Discovery Guides Areas


The Tallgrass Prairie:
An Endangered Landscape

(Released November 2011)

  by Pam Graham  


Key Citations





Aquifers: Wet underground layers of water-bearing permeable rock or unconsolidated materials (gravel, sand, or silt) from which groundwater can be usefully extracted using a water well.

Biomass: The mass of living biological organisms in a given area or ecosystem at a given time. Biomass can refer to species biomass, which is the mass of one or more species, or to community biomass, which is the mass of all species in the community. It can include microorganisms, plants or animals.

Clovis hunters: Members of a prehistoric Paleo-Indian culture that first appeared 11,500 RCYBP (radiocarbon years before present), at the end of the last glacial period and was characterized by the manufacture of "Clovis points" and distinctive bone and ivory tools. Archaeologists' most precise determinations at present suggest that this radiocarbon age is equal to roughly 13,500 to 13,000 calendar years ago.

Dust Bowl: A period of severe dust storms causing major ecological and agricultural damage to American and Canadian prairie lands from 1930 to 1936 (in some areas until 1940). The phenomenon was caused by severe drought coupled with decades of extensive farming without crop rotation, fallow fields, cover crops or other techniques to prevent wind erosion. Deep plowing of the virgin topsoil of the Great Plains had displaced the natural deep-rooted grasses that normally kept the soil in place and trapped moisture even during periods of drought and high winds.

Ecosystem: A biological environment consisting of all the organisms living in a particular area, as well as all the nonliving (abiotic), physical components of the environment with which the organisms interact, such as air, soil, water and sunlight.

Forb: A broad-leaved herb other than a grass, especially one growing in a field, prairie, or meadow.

Homesteaders: American settlers on the Great Plains who acquired their land via the US Homestead Act, a law that privatized immense parcels of uncultivated land. Homesteaders were given a title to the land by the government after they had applied for it and “improved” it (i.e. cultivated it for farming).

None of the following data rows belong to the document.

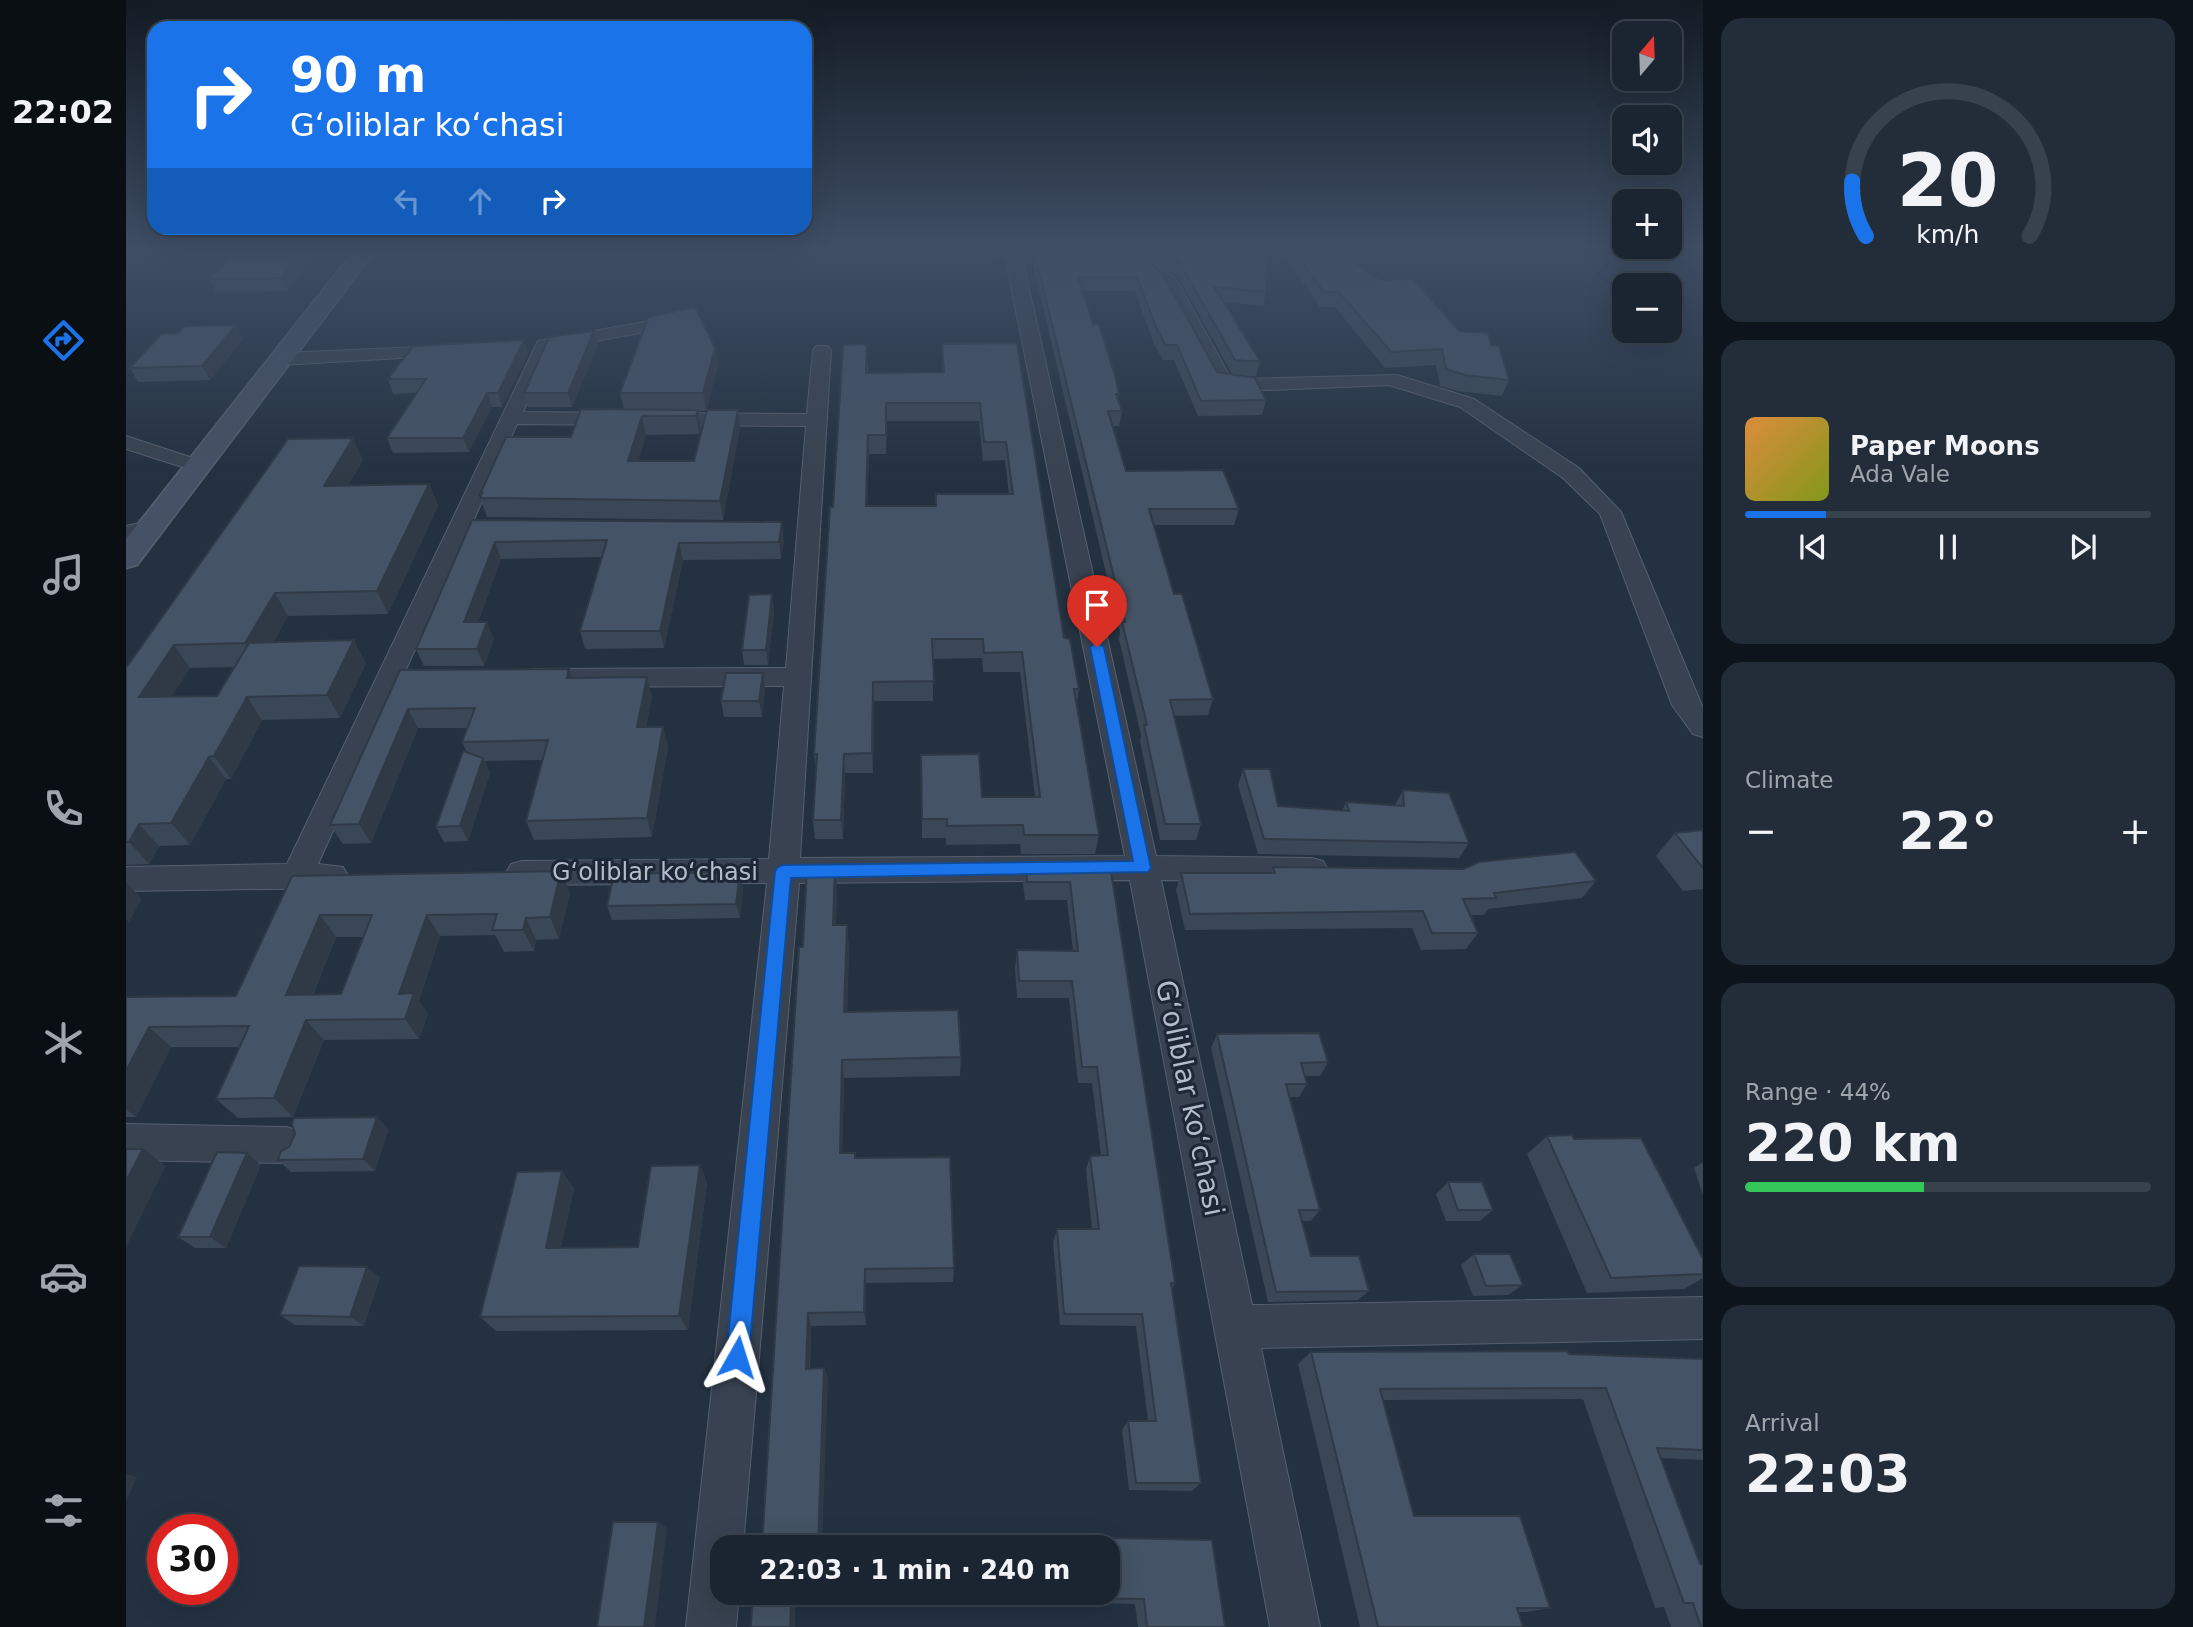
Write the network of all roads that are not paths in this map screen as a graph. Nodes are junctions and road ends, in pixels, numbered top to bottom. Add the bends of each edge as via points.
1 (309, 323) edge
2 (667, 323) edge
3 (1024, 323) edge
4 (1191, 323) edge
5 (544, 345) junction
6 (517, 347) edge
7 (461, 350) edge
8 (822, 350) dead end
9 (281, 359) junction
10 (510, 418) junction
11 (817, 420) junction
12 (126, 442) edge
13 (198, 466) junction
14 (460, 527) junction
15 (488, 527) edge
16 (138, 530) edge
17 (126, 559) edge
18 (798, 677) junction
19 (389, 678) junction
20 (416, 678) edge
21 (512, 678) edge
22 (1703, 727) edge
23 (1143, 868) junction
24 (1345, 870) edge
25 (783, 871) junction
26 (499, 873) edge
27 (364, 875) edge
28 (297, 876) junction
29 (126, 879) edge
30 (126, 1142) edge
31 (287, 1145) edge
32 (1703, 1318) edge
33 (1237, 1327) junction
34 (711, 1627) edge
35 (1295, 1627) edge

1 - 9 main road
2 - 5 street
3 - 23 street, Gʻoliblar koʻchasi
4 - 22 street via 1223,382 1390,379 1410,384 1466,403 1571,473 1610,512 1686,705
5 - 6 street
5 - 10 street
7 - 9 street
8 - 11 street
9 - 13 main road
10 - 11 street
10 - 14 street
11 - 18 street via 794,529
12 - 13 street
13 - 16 main road
14 - 15 street
14 - 19 street
16 - 17 main road
18 - 21 street
18 - 25 street
19 - 20 street
19 - 28 street
23 - 24 street, Gʻoliblar koʻchasi
23 - 25 street, Gʻoliblar koʻchasi
23 - 33 street, Gʻoliblar koʻchasi
25 - 26 street, Gʻoliblar koʻchasi
25 - 34 street
27 - 28 street
28 - 29 street
30 - 31 street
32 - 33 street
33 - 35 street, Gʻoliblar koʻchasi

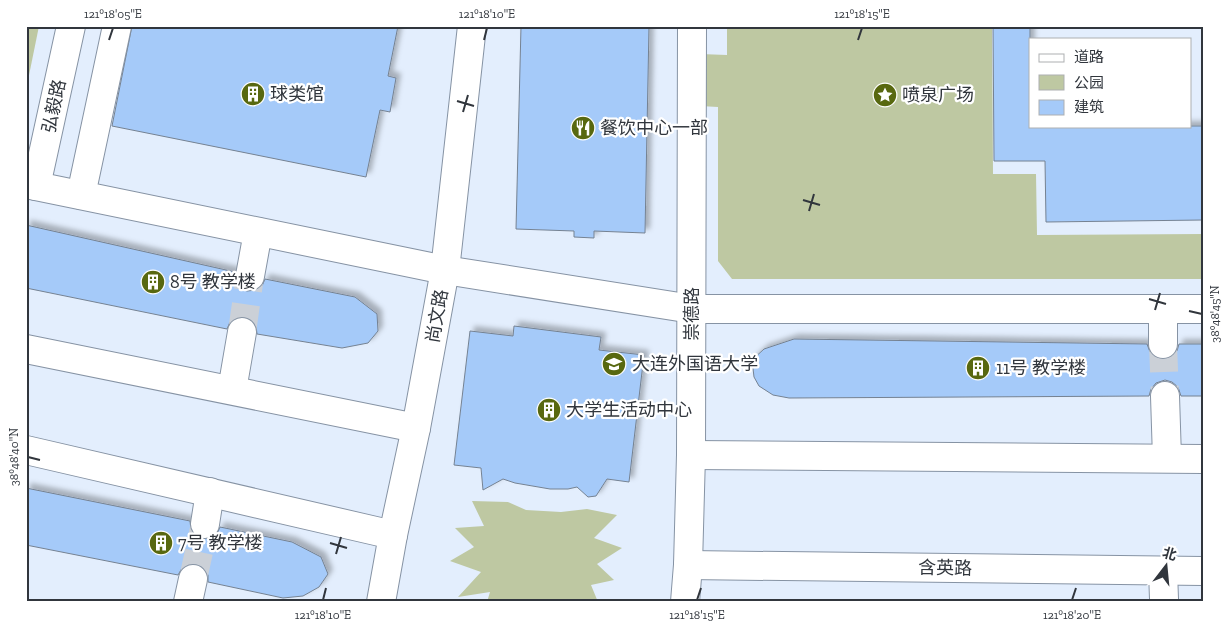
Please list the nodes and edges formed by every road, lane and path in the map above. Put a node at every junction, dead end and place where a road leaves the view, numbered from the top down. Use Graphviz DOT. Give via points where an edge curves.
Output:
graph roads {
  1 [pos="71,26"];
  2 [pos="117,26"];
  3 [pos="472,26"];
  4 [pos="692,26"];
  5 [pos="31,185"];
  6 [pos="81,195"];
  7 [pos="258,232"];
  8 [pos="445,270"];
  9 [pos="250,276"];
  10 [pos="1203,308"];
  11 [pos="692,309"];
  12 [pos="1163,309"];
  13 [pos="242,332"];
  14 [pos="1164,344"];
  15 [pos="26,349"];
  16 [pos="232,390"];
  17 [pos="1165,396"];
  18 [pos="416,428"];
  19 [pos="26,450"];
  20 [pos="691,455"];
  21 [pos="1167,458"];
  22 [pos="1203,459"];
  23 [pos="210,492"];
  24 [pos="205,524"];
  25 [pos="393,535"];
  26 [pos="688,564"];
  27 [pos="1163,571"];
  28 [pos="1203,571"];
  29 [pos="1164,599"];
  30 [pos="381,602"];
  31 [pos="685,602"];
  1 -- 5 [label="street, 弘毅路"];
  2 -- 6 [label="street"];
  3 -- 8 [label="street, 尚文路"];
  4 -- 11 [label="street, 崇德路"];
  5 -- 6 [label="street"];
  6 -- 7 [label="street"];
  7 -- 8 [label="street"];
  7 -- 9 [label="street"];
  8 -- 11 [label="street"];
  8 -- 18 [label="street, 尚文路"];
  10 -- 12 [label="street"];
  11 -- 12 [label="street"];
  11 -- 20 [label="street, 崇德路"];
  12 -- 14 [label="street"];
  13 -- 16 [label="street"];
  15 -- 16 [label="street"];
  16 -- 18 [label="street"];
  17 -- 21 [label="street"];
  18 -- 25 [label="street, 尚文路"];
  19 -- 23 [label="street"];
  20 -- 21 [label="street"];
  20 -- 26 [label="street, 崇德路"];
  21 -- 22 [label="street"];
  23 -- 24 [label="street"];
  23 -- 25 [label="street"];
  25 -- 30 [label="street, 尚文路"];
  26 -- 27 [label="street, 含英路"];
  26 -- 31 [label="street, 崇德路"];
  27 -- 28 [label="street, 含英路"];
  27 -- 29 [label="street"];
}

Invasive species: Non-indigenous species, or "non-native", plants or animals that adversely affect the habitats and bioregions they invade economically, environmentally, and/or ecologically.

Mesic: Having or characterized by moderate or a well-balanced supply of moisture; "mesic habitats."

Middle latitudes: The areas on earth between the tropics and the polar regions, approximately 30° to 60° north or south of the equator. The middle latitudes are an important region in meteorology, having weather patterns which are generally distinct from weather in the tropics and the polar regions.

Pampas: The fertile South American lowlands, covering more than 289,577 square miles. The climate is mild, with precipitation of 23.6 inches to 47.2 inches, more or less evenly distributed through the year, making the soils appropriate for agriculture.

Prairie: An extensive area of flat or rolling, predominantly treeless grassland, especially the large tract or plain of central North America. Prairies are considered part of the temperate grasslands, savannas, and shrublands biome by ecologists, based on similar temperate climates, moderate rainfall, and grasses, herbs, and shrubs, rather than trees, as the dominant vegetation type..

Sandhill crane: A large crane of North America and extreme northeastern Siberia. The common name of this bird references habitat like that at the Platte River, on the edge of Nebraska's Sandhills in the American Midwest. This is the most important stopover area for the Lesser Sandhill Crane (Grus canadensis canadensis), with up to 450,000 of these birds migrating through annually.

Sandhills: A region of mixed-grass prairie on grass-stabilized sand dunes in north-central Nebraska, covering just over one quarter of the state.

Share (or plowshare): A component of a plow which is the cutting or leading edge of a moldboard which closely follows the coulter (one or more ground-breaking spikes) when plowing.

Steel moldboard plow: A plow equipped with a curved iron plate (moldboard) that lifts and turns the soil. Also known as turnplow.

Steppes: An ecoregion, in the montane grasslands and shrublands and temperate grasslands, savannas, and shrublands biomes, characterized by grassland plains without trees apart from those near rivers and lakes.

Tundra vegetation: Characteristically, herbaceous perennials with scattered trees, mosses, lichens, and sedges. Tundra vegetation is restricted by the intense winter cold, insufficient summer heat, and waterlogged soil.

Veld: A grassland especially of southern Africa usually with scattered shrubs or trees.